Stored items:
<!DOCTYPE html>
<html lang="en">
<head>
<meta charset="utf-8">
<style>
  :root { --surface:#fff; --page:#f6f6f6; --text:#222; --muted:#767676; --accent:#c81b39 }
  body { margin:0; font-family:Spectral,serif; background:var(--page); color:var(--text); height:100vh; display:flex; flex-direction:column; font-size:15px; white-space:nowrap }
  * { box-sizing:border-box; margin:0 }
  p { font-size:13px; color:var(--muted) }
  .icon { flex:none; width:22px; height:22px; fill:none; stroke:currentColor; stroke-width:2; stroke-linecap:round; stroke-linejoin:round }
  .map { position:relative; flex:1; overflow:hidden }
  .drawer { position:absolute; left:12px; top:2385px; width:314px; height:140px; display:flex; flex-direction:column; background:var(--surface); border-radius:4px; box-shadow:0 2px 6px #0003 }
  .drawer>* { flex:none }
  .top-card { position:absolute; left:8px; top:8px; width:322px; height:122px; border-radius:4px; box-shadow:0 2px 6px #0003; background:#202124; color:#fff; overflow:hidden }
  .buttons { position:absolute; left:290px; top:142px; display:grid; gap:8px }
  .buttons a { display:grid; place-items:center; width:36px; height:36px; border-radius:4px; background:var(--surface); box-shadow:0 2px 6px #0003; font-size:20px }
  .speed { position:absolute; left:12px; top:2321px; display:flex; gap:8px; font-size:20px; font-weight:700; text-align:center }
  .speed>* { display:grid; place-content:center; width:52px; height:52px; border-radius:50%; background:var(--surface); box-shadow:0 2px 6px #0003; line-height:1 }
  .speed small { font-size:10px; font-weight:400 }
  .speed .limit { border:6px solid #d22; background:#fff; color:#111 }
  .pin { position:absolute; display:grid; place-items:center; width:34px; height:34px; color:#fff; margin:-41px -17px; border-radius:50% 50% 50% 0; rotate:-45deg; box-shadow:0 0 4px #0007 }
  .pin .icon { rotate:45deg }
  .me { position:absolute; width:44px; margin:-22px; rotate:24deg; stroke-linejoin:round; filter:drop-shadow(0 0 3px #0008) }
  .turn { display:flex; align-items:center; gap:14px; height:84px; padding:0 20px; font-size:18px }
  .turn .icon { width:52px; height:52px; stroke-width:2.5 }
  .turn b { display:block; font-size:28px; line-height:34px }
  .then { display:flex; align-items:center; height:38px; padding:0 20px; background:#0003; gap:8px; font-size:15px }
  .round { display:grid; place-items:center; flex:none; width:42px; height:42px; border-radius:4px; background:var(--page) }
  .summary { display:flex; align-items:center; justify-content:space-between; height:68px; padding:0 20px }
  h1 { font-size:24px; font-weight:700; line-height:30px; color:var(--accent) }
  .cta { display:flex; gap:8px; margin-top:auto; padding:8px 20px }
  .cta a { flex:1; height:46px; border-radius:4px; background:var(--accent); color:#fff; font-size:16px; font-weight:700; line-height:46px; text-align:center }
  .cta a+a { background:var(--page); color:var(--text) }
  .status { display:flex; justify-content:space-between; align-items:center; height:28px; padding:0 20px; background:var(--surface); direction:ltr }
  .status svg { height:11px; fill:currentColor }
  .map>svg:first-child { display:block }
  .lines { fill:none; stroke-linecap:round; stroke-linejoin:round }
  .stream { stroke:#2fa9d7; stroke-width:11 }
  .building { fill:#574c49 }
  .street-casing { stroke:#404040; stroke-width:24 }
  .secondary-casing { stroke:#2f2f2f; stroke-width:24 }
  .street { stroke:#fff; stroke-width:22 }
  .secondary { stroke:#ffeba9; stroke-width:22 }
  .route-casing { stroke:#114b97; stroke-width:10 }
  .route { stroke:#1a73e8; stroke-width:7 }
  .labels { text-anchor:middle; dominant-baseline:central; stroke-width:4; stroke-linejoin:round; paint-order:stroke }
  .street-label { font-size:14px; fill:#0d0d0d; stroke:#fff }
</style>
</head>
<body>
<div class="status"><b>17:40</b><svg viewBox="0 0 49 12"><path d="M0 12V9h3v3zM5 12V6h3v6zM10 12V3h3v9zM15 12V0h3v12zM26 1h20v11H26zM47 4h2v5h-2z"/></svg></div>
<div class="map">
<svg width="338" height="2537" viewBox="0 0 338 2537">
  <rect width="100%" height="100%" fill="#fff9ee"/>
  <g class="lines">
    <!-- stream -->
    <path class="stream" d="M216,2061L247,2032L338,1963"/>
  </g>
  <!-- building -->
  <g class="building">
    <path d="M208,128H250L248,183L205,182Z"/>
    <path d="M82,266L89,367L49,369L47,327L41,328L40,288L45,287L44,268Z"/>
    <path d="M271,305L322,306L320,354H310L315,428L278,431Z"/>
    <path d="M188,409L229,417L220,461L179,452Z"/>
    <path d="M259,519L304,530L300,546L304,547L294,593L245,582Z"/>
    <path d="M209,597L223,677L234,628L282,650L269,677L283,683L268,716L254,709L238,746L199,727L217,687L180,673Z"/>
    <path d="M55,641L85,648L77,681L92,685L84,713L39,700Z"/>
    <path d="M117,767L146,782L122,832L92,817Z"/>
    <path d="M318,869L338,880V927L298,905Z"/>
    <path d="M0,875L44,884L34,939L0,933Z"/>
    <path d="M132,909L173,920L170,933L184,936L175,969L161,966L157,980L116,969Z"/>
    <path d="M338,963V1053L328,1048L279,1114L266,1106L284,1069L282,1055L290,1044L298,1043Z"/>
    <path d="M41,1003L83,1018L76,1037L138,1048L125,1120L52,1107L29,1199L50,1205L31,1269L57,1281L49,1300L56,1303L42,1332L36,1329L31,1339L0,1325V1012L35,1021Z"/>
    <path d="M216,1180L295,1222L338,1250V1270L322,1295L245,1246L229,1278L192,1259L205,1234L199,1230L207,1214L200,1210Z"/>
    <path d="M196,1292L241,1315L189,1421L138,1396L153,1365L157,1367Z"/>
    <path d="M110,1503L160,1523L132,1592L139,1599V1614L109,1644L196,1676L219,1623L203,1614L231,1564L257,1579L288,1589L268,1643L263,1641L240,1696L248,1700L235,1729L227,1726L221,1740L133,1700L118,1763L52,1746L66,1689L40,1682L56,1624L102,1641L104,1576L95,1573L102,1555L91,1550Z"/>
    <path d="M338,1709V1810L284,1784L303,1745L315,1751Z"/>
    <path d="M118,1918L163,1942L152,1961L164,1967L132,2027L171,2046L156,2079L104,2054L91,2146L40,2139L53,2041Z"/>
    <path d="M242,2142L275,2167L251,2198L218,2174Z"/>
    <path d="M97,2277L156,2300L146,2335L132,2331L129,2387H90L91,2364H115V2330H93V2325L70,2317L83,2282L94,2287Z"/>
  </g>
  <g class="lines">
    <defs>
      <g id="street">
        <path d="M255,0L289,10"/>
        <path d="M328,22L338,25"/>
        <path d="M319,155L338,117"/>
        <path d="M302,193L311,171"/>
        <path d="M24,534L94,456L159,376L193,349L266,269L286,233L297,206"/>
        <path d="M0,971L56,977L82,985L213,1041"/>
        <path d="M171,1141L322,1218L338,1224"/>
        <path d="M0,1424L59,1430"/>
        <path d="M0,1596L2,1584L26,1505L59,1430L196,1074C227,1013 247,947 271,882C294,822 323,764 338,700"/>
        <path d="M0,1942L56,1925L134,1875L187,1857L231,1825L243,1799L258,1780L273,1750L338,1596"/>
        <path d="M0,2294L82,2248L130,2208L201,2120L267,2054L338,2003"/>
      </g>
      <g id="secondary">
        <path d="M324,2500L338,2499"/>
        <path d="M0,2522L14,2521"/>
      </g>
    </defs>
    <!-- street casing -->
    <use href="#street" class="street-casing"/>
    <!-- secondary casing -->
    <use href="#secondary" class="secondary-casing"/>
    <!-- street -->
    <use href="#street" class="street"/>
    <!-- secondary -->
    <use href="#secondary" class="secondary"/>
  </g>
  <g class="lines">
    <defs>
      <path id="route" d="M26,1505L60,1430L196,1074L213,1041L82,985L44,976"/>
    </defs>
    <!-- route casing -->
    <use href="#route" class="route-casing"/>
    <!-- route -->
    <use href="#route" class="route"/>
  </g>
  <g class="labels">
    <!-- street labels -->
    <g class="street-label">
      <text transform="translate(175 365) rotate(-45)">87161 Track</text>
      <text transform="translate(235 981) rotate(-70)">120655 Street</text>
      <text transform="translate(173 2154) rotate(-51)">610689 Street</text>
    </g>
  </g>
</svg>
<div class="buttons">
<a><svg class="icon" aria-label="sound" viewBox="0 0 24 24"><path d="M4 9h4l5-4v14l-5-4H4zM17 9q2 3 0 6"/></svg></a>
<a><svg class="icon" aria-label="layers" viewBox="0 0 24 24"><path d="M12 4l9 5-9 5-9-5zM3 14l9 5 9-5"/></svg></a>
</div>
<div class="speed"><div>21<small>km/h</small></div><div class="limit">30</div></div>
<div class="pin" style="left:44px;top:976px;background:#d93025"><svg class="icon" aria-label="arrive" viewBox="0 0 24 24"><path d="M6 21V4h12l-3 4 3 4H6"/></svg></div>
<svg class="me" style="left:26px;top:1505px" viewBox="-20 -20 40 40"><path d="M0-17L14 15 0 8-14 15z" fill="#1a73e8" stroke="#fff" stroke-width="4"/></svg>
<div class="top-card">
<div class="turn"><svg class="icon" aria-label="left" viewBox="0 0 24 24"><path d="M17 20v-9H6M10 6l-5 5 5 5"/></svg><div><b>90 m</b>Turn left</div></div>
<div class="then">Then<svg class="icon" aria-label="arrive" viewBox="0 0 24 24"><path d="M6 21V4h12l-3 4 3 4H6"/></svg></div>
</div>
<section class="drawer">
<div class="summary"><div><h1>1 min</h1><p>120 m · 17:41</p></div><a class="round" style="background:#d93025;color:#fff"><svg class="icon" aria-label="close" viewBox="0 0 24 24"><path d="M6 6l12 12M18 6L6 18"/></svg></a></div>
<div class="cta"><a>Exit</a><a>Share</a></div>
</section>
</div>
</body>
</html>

> [PROBLEM TO WORK ON]
Only a number is asked for here: the count of lines in the records that hold "transform".

> [EXPECTED ANSWER]
3